__Information supplied__:
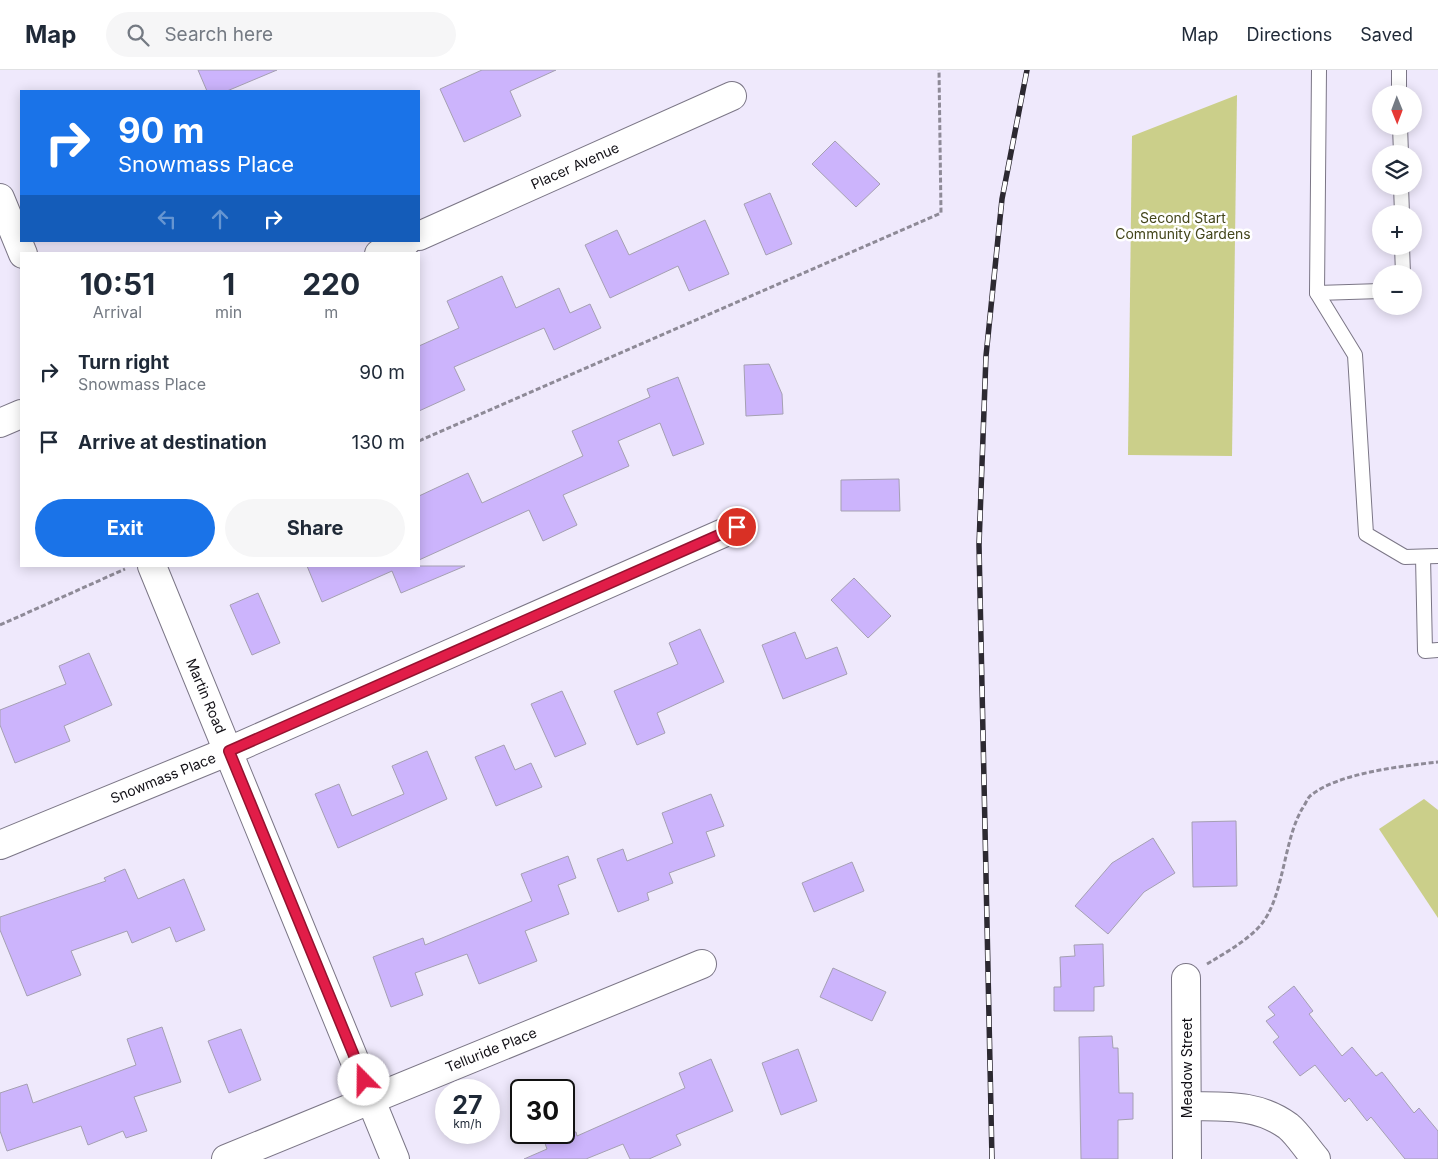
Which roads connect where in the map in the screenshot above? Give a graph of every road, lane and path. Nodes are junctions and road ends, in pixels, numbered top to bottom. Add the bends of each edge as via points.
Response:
1 (939, 70) edge
2 (1319, 70) edge
3 (1399, 70) edge
4 (1399, 85) edge
5 (732, 96) dead end
6 (0, 198) edge
7 (420, 236) edge
8 (405, 242) edge
9 (22, 252) edge
10 (384, 252) edge
11 (1372, 290) edge
12 (1317, 293) junction
13 (20, 414) edge
14 (0, 424) edge
15 (420, 441) edge
16 (737, 527) dead end
17 (1438, 556) edge
18 (1423, 557) junction
19 (130, 567) edge
20 (152, 567) edge
21 (0, 625) edge
22 (1438, 650) edge
23 (229, 751) junction
24 (1438, 762) edge
25 (0, 845) edge
26 (702, 964) dead end
27 (1186, 978) joint
28 (371, 1098) junction
29 (1186, 1106) junction
30 (226, 1159) edge
31 (395, 1159) edge
32 (1187, 1159) edge
33 (1316, 1159) edge

1 - 15 path via 941,213
2 - 12 lane
3 - 4 lane
5 - 7 street, Placer Avenue
6 - 9 street
8 - 10 street
11 - 12 lane
12 - 18 lane via 1355,354 1366,534 1405,558
13 - 14 street
16 - 23 street, Snowmass Place
17 - 18 lane
18 - 22 lane via 1425,651
19 - 21 path
20 - 23 street, Martin Road
23 - 25 street, Snowmass Place
23 - 28 street, Martin Road
24 - 27 path via 1406,765 1336,781 1309,796 1297,818 1273,902 1260,925 1242,942
26 - 28 street, Telluride Place
27 - 29 street, Meadow Street
28 - 30 street, Telluride Place
28 - 31 street, Martin Road
29 - 32 street, Meadow Street
29 - 33 street via 1245,1107 1261,1111 1289,1127

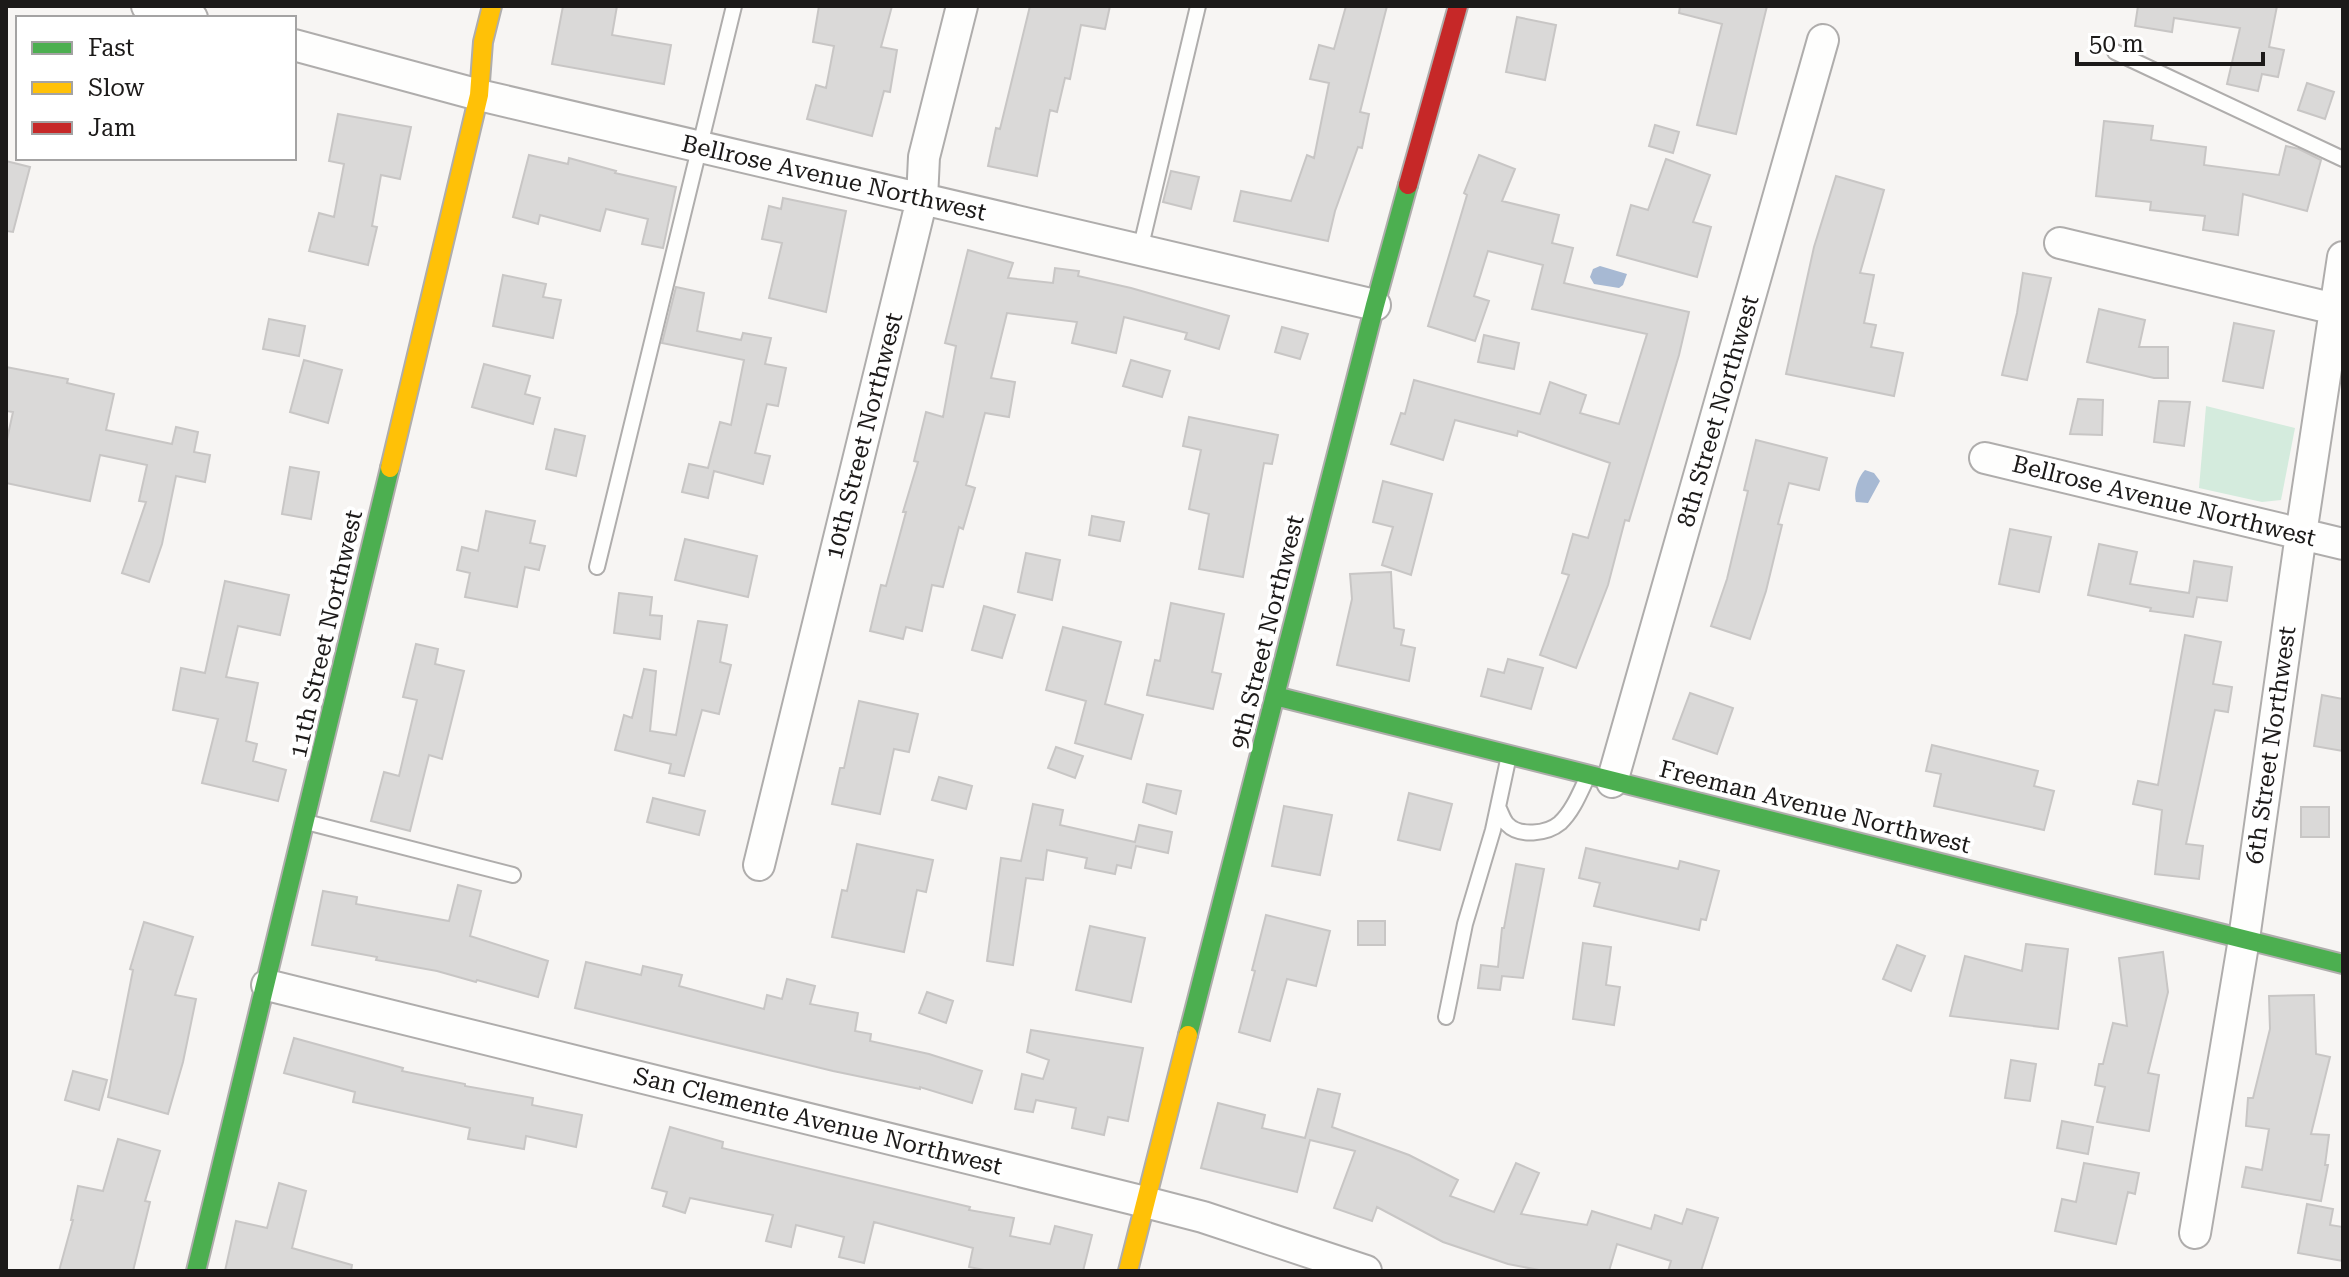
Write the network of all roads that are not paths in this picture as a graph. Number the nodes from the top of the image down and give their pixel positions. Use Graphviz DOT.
graph roads {
  1 [pos="147,6"];
  2 [pos="492,6"];
  3 [pos="734,6"];
  4 [pos="962,6"];
  5 [pos="1198,6"];
  6 [pos="1458,6"];
  7 [pos="184,16"];
  8 [pos="1823,40"];
  9 [pos="296,46"];
  10 [pos="2115,52"];
  11 [pos="479,95"];
  12 [pos="699,146"];
  13 [pos="2343,159"];
  14 [pos="922,199"];
  15 [pos="2060,243"];
  16 [pos="1140,250"];
  17 [pos="2343,257"];
  18 [pos="1375,305"];
  19 [pos="2335,309"];
  20 [pos="1985,458"];
  21 [pos="2301,534"];
  22 [pos="2343,544"];
  23 [pos="597,567"];
  24 [pos="1275,696"];
  25 [pos="1509,756"];
  26 [pos="1600,779"];
  27 [pos="1498,807"];
  28 [pos="306,822"];
  29 [pos="759,865"];
  30 [pos="513,875"];
  31 [pos="2244,939"];
  32 [pos="2343,964"];
  33 [pos="267,985"];
  34 [pos="1446,1017"];
  35 [pos="1145,1202"];
  36 [pos="2195,1233"];
  37 [pos="196,1271"];
  38 [pos="1128,1271"];
  39 [pos="1366,1271"];
  1 -- 7 [label="street"];
  2 -- 11 [label="street, 11th Street Northwest"];
  3 -- 12 [label="lane"];
  4 -- 14 [label="street, 10th Street Northwest"];
  5 -- 16 [label="lane"];
  6 -- 18 [label="street, 9th Street Northwest"];
  8 -- 26 [label="street, 8th Street Northwest"];
  9 -- 11 [label="street, Bellrose Avenue Northwest"];
  10 -- 13 [label="lane"];
  11 -- 12 [label="street, Bellrose Avenue Northwest"];
  11 -- 28 [label="street, 11th Street Northwest"];
  12 -- 14 [label="street, Bellrose Avenue Northwest"];
  12 -- 23 [label="lane"];
  14 -- 16 [label="street, Bellrose Avenue Northwest"];
  14 -- 29 [label="street, 10th Street Northwest"];
  15 -- 19 [label="street"];
  16 -- 18 [label="street, Bellrose Avenue Northwest"];
  17 -- 19 [label="street, 6th Street Northwest"];
  18 -- 24 [label="street, 9th Street Northwest"];
  19 -- 21 [label="street, 6th Street Northwest"];
  20 -- 21 [label="street, Bellrose Avenue Northwest"];
  21 -- 22 [label="street, Bellrose Avenue Northwest"];
  21 -- 31 [label="street, 6th Street Northwest"];
  24 -- 25 [label="street, Freeman Avenue Northwest"];
  24 -- 35 [label="street, 9th Street Northwest"];
  25 -- 26 [label="street, Freeman Avenue Northwest"];
  25 -- 27 [label="lane"];
  26 -- 27 [label="lane"];
  26 -- 31 [label="street, Freeman Avenue Northwest"];
  27 -- 34 [label="lane"];
  28 -- 30 [label="lane"];
  28 -- 33 [label="street, 11th Street Northwest"];
  31 -- 32 [label="street, Freeman Avenue Northwest"];
  31 -- 36 [label="street, 6th Street Northwest"];
  33 -- 35 [label="street, San Clemente Avenue Northwest"];
  33 -- 37 [label="street, 11th Street Northwest"];
  35 -- 38 [label="street, 9th Street Northwest"];
  35 -- 39 [label="street, San Clemente Avenue Northwest"];
}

__Task to complete__:
From the first line to the last, give the data again exactly, but without pictures.

__Task answer__:
Which roads connect where in the map in the screenshot above? Give a graph of every road, lane and path. Nodes are junctions and road ends, in pixels, numbered top to bottom. Add the bends of each edge as via points.
Response:
1 (939, 70) edge
2 (1319, 70) edge
3 (1399, 70) edge
4 (1399, 85) edge
5 (732, 96) dead end
6 (0, 198) edge
7 (420, 236) edge
8 (405, 242) edge
9 (22, 252) edge
10 (384, 252) edge
11 (1372, 290) edge
12 (1317, 293) junction
13 (20, 414) edge
14 (0, 424) edge
15 (420, 441) edge
16 (737, 527) dead end
17 (1438, 556) edge
18 (1423, 557) junction
19 (130, 567) edge
20 (152, 567) edge
21 (0, 625) edge
22 (1438, 650) edge
23 (229, 751) junction
24 (1438, 762) edge
25 (0, 845) edge
26 (702, 964) dead end
27 (1186, 978) joint
28 (371, 1098) junction
29 (1186, 1106) junction
30 (226, 1159) edge
31 (395, 1159) edge
32 (1187, 1159) edge
33 (1316, 1159) edge

1 - 15 path via 941,213
2 - 12 lane
3 - 4 lane
5 - 7 street, Placer Avenue
6 - 9 street
8 - 10 street
11 - 12 lane
12 - 18 lane via 1355,354 1366,534 1405,558
13 - 14 street
16 - 23 street, Snowmass Place
17 - 18 lane
18 - 22 lane via 1425,651
19 - 21 path
20 - 23 street, Martin Road
23 - 25 street, Snowmass Place
23 - 28 street, Martin Road
24 - 27 path via 1406,765 1336,781 1309,796 1297,818 1273,902 1260,925 1242,942
26 - 28 street, Telluride Place
27 - 29 street, Meadow Street
28 - 30 street, Telluride Place
28 - 31 street, Martin Road
29 - 32 street, Meadow Street
29 - 33 street via 1245,1107 1261,1111 1289,1127

Write the network of all roads that are not paths in this picture as a graph. Number the nodes from the top of the image down and give their pixel positions. Use Graphviz DOT.
graph roads {
  1 [pos="147,6"];
  2 [pos="492,6"];
  3 [pos="734,6"];
  4 [pos="962,6"];
  5 [pos="1198,6"];
  6 [pos="1458,6"];
  7 [pos="184,16"];
  8 [pos="1823,40"];
  9 [pos="296,46"];
  10 [pos="2115,52"];
  11 [pos="479,95"];
  12 [pos="699,146"];
  13 [pos="2343,159"];
  14 [pos="922,199"];
  15 [pos="2060,243"];
  16 [pos="1140,250"];
  17 [pos="2343,257"];
  18 [pos="1375,305"];
  19 [pos="2335,309"];
  20 [pos="1985,458"];
  21 [pos="2301,534"];
  22 [pos="2343,544"];
  23 [pos="597,567"];
  24 [pos="1275,696"];
  25 [pos="1509,756"];
  26 [pos="1600,779"];
  27 [pos="1498,807"];
  28 [pos="306,822"];
  29 [pos="759,865"];
  30 [pos="513,875"];
  31 [pos="2244,939"];
  32 [pos="2343,964"];
  33 [pos="267,985"];
  34 [pos="1446,1017"];
  35 [pos="1145,1202"];
  36 [pos="2195,1233"];
  37 [pos="196,1271"];
  38 [pos="1128,1271"];
  39 [pos="1366,1271"];
  1 -- 7 [label="street"];
  2 -- 11 [label="street, 11th Street Northwest"];
  3 -- 12 [label="lane"];
  4 -- 14 [label="street, 10th Street Northwest"];
  5 -- 16 [label="lane"];
  6 -- 18 [label="street, 9th Street Northwest"];
  8 -- 26 [label="street, 8th Street Northwest"];
  9 -- 11 [label="street, Bellrose Avenue Northwest"];
  10 -- 13 [label="lane"];
  11 -- 12 [label="street, Bellrose Avenue Northwest"];
  11 -- 28 [label="street, 11th Street Northwest"];
  12 -- 14 [label="street, Bellrose Avenue Northwest"];
  12 -- 23 [label="lane"];
  14 -- 16 [label="street, Bellrose Avenue Northwest"];
  14 -- 29 [label="street, 10th Street Northwest"];
  15 -- 19 [label="street"];
  16 -- 18 [label="street, Bellrose Avenue Northwest"];
  17 -- 19 [label="street, 6th Street Northwest"];
  18 -- 24 [label="street, 9th Street Northwest"];
  19 -- 21 [label="street, 6th Street Northwest"];
  20 -- 21 [label="street, Bellrose Avenue Northwest"];
  21 -- 22 [label="street, Bellrose Avenue Northwest"];
  21 -- 31 [label="street, 6th Street Northwest"];
  24 -- 25 [label="street, Freeman Avenue Northwest"];
  24 -- 35 [label="street, 9th Street Northwest"];
  25 -- 26 [label="street, Freeman Avenue Northwest"];
  25 -- 27 [label="lane"];
  26 -- 27 [label="lane"];
  26 -- 31 [label="street, Freeman Avenue Northwest"];
  27 -- 34 [label="lane"];
  28 -- 30 [label="lane"];
  28 -- 33 [label="street, 11th Street Northwest"];
  31 -- 32 [label="street, Freeman Avenue Northwest"];
  31 -- 36 [label="street, 6th Street Northwest"];
  33 -- 35 [label="street, San Clemente Avenue Northwest"];
  33 -- 37 [label="street, 11th Street Northwest"];
  35 -- 38 [label="street, 9th Street Northwest"];
  35 -- 39 [label="street, San Clemente Avenue Northwest"];
}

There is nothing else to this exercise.